5. Decir sí cuando deseas decir no
Si sacrificas el respeto para
gustar a los demás diciendo sí en todo momento, ni te
respetarán ni gustarás a los demás. Es difícil que alguien
te siga agradando cuando has perdido el respeto hacia él o
ella. A veces, pedir respeto a un jefe implica decir que no
a algo con lo que no estás de acuerdo y después ser lo
bastante flexible como para discutir el tema con la otra
persona. Un cazatalentos solía decir no a los aspirantes al
puesto de trabajo, porque descubrir cómo responden a ese
"no" revela bastante acerca de su capacidad de cooperar y de
ser un jugador de equipo.
6. Tener expectativas poco realistas
Cuando confundes lo que es
razonable con lo que es realista, te estás arrastrando a ti
mismo al fracaso. Es razonable reestructurar tu negocio; es
poco realista hacerlo todo de una vez. Unos grandes
almacenes decidieron mejorar sus ventas, operaciones, y
políticas de remuneración, pues realmente necesitaban
modificarse, y optaron por hacerlo todo al mismo tiempo.
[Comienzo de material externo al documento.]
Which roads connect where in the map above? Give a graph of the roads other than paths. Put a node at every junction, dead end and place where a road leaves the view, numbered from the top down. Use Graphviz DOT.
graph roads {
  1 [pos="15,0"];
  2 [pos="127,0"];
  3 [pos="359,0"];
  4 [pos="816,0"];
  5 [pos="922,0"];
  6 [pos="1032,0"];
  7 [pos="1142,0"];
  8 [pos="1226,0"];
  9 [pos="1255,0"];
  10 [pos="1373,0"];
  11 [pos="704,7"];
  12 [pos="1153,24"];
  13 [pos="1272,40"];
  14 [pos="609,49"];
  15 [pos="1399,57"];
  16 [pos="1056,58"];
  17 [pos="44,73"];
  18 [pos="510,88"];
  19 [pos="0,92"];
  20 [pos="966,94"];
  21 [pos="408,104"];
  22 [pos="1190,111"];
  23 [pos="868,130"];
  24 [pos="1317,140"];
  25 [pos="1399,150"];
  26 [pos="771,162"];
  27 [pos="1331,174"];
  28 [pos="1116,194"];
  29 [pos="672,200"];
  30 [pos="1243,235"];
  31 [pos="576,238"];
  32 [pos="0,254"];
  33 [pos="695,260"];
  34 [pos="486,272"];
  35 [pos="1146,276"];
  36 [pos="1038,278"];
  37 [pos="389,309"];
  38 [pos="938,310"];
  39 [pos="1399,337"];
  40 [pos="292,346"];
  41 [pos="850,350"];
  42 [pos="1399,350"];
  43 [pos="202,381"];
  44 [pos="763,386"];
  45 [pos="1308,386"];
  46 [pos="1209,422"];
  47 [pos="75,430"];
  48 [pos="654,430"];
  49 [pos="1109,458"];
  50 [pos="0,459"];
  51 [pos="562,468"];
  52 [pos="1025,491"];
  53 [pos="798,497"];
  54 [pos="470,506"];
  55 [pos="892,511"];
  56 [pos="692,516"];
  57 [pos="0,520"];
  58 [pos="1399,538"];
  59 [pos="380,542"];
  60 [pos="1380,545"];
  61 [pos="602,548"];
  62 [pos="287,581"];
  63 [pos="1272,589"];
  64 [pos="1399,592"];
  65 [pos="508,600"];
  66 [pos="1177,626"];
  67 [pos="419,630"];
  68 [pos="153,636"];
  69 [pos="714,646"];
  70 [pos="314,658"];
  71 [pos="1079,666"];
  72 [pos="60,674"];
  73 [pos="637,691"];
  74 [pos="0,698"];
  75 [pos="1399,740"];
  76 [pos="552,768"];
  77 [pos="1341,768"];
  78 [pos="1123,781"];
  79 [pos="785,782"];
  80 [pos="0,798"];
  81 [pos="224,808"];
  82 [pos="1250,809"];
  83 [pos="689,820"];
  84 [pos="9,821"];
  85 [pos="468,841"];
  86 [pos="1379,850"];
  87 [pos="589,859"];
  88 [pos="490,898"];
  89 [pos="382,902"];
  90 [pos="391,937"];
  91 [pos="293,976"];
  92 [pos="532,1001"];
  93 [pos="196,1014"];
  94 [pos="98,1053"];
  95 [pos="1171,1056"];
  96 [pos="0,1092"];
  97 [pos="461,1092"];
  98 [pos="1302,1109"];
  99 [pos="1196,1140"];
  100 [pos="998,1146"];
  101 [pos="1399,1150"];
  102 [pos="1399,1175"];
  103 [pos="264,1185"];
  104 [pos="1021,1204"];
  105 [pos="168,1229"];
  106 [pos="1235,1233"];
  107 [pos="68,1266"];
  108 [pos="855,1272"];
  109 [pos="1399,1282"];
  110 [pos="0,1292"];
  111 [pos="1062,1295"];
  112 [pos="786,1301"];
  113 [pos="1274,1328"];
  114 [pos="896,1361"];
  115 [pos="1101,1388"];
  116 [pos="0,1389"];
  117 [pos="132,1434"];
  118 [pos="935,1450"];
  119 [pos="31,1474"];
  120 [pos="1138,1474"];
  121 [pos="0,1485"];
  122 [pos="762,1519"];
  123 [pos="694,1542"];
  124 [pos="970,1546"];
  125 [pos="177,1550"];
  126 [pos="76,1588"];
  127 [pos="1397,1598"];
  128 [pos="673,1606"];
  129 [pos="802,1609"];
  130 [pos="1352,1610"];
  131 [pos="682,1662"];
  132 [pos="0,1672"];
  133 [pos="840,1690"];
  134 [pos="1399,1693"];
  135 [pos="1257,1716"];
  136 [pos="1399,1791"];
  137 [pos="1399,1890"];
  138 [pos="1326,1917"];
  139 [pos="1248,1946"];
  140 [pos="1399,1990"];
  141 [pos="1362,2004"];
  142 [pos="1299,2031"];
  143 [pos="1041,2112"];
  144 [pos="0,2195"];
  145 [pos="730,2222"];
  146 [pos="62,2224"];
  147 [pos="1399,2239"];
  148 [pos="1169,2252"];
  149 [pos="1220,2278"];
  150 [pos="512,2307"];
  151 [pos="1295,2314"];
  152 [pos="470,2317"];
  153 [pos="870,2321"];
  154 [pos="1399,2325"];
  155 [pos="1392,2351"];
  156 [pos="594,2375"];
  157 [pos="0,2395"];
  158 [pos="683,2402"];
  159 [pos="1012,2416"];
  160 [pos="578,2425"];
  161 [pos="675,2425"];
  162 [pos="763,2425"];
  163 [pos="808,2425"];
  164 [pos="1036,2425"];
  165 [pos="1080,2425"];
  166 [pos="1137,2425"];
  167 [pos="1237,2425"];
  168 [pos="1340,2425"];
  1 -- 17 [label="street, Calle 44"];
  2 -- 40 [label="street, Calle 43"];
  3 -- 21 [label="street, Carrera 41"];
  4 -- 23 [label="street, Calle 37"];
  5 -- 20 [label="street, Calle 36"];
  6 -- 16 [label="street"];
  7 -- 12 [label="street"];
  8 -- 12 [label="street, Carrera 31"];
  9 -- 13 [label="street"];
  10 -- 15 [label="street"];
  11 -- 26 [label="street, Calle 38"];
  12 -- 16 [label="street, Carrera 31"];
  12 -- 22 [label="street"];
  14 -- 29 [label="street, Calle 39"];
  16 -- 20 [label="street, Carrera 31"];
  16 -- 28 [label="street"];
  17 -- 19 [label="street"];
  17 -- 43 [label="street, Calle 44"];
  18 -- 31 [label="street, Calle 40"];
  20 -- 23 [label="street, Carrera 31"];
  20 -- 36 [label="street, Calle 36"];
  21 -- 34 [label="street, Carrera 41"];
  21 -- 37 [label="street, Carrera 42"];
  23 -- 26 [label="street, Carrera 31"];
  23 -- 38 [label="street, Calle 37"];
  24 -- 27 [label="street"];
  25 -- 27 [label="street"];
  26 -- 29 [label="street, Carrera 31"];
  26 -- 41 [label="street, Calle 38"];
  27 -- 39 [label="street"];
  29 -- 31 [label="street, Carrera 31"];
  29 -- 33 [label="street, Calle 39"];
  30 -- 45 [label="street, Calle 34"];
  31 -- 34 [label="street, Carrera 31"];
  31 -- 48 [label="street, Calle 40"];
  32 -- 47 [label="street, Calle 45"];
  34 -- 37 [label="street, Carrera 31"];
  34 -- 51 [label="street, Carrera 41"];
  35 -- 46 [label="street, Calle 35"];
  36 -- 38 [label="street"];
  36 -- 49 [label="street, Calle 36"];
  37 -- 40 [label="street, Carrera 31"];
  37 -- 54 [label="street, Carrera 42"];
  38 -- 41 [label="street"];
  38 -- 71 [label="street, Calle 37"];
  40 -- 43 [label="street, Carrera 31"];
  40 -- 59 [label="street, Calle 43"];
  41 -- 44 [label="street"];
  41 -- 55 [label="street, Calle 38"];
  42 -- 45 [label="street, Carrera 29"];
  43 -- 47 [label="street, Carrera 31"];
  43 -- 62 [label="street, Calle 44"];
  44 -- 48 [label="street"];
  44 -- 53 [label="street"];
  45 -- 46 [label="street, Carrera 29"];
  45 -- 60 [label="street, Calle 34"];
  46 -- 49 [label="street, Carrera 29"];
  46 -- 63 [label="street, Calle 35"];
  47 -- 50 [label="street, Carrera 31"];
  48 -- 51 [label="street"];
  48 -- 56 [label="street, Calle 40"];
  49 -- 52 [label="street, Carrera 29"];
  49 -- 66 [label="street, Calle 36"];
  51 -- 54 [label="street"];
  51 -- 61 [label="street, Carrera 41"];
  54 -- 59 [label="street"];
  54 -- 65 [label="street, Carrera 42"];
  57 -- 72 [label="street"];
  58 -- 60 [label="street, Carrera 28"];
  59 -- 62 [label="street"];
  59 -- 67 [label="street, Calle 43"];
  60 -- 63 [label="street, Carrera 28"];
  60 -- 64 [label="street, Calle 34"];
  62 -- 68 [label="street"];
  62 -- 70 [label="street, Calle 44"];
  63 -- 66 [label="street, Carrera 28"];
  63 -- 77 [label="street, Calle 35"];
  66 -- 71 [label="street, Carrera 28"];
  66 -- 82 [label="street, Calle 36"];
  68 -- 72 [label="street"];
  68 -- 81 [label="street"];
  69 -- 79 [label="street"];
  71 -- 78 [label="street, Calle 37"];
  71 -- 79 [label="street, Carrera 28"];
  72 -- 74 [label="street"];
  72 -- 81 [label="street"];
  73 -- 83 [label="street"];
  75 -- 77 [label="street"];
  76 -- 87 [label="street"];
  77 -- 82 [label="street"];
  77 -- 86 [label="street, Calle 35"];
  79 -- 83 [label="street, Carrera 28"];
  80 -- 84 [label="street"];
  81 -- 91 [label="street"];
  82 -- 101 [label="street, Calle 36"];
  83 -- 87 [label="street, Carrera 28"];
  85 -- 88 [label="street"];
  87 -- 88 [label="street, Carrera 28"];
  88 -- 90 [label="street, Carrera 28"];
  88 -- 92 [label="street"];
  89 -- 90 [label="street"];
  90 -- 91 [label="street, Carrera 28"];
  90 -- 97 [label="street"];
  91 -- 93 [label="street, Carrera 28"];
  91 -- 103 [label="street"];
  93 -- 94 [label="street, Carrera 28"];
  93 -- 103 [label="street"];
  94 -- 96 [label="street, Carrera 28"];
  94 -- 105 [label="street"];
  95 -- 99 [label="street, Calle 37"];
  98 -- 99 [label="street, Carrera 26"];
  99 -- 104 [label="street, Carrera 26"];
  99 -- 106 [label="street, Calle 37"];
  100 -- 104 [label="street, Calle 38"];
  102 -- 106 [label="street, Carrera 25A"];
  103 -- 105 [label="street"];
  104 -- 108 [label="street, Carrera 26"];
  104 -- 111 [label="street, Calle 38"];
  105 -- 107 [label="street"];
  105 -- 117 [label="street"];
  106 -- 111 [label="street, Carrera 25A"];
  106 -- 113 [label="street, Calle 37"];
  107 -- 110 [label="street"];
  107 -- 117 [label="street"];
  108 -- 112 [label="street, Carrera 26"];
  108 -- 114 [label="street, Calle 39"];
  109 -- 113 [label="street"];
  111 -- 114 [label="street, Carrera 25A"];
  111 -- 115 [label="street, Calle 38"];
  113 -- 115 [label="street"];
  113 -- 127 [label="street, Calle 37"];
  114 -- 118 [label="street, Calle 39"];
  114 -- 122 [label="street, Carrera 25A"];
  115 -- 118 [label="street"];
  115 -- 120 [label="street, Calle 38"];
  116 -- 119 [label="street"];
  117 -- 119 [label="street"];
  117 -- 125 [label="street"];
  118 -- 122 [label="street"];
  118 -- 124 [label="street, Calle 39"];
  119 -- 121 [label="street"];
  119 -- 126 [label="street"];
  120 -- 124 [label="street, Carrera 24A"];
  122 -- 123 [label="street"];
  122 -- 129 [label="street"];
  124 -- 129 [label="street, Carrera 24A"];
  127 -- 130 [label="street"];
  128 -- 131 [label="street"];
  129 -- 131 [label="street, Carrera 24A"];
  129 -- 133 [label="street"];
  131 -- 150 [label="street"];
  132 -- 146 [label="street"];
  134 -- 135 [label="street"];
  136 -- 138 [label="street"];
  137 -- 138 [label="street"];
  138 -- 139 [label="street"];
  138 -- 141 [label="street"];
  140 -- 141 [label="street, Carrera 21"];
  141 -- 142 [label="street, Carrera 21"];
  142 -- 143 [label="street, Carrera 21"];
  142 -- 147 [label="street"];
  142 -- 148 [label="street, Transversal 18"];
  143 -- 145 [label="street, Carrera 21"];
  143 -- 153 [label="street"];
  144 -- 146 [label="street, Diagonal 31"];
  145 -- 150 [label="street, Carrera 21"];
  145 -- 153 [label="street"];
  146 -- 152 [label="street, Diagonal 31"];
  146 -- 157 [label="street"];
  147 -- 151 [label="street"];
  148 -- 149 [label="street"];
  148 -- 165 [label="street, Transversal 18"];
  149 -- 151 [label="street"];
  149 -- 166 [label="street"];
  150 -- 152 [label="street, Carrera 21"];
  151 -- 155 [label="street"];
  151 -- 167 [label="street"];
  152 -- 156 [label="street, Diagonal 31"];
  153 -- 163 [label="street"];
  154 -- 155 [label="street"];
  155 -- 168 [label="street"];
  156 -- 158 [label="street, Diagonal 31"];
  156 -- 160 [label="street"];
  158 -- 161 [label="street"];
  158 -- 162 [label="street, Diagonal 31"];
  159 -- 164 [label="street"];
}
En
seis meses tuvieron que cerrar.
7. Implicarte con las personas equivocadas
Un ejecutivo de una cadena de venta de hardware contrató a una persona a quien consideró fuerte y duro. Su grave error fue confundir la terquedad y rigidez con la fuerza de carácter. Para el momento en que el tímido ejecutivo reunió el valor suficiente como para despedir al empleado, ya había perdido varios valiosos trabajadores. Sí, hay mala gente en el mundo. Si sigues dándoles el beneficio de la duda, serás tú quien tenga que vérselas con el desastre.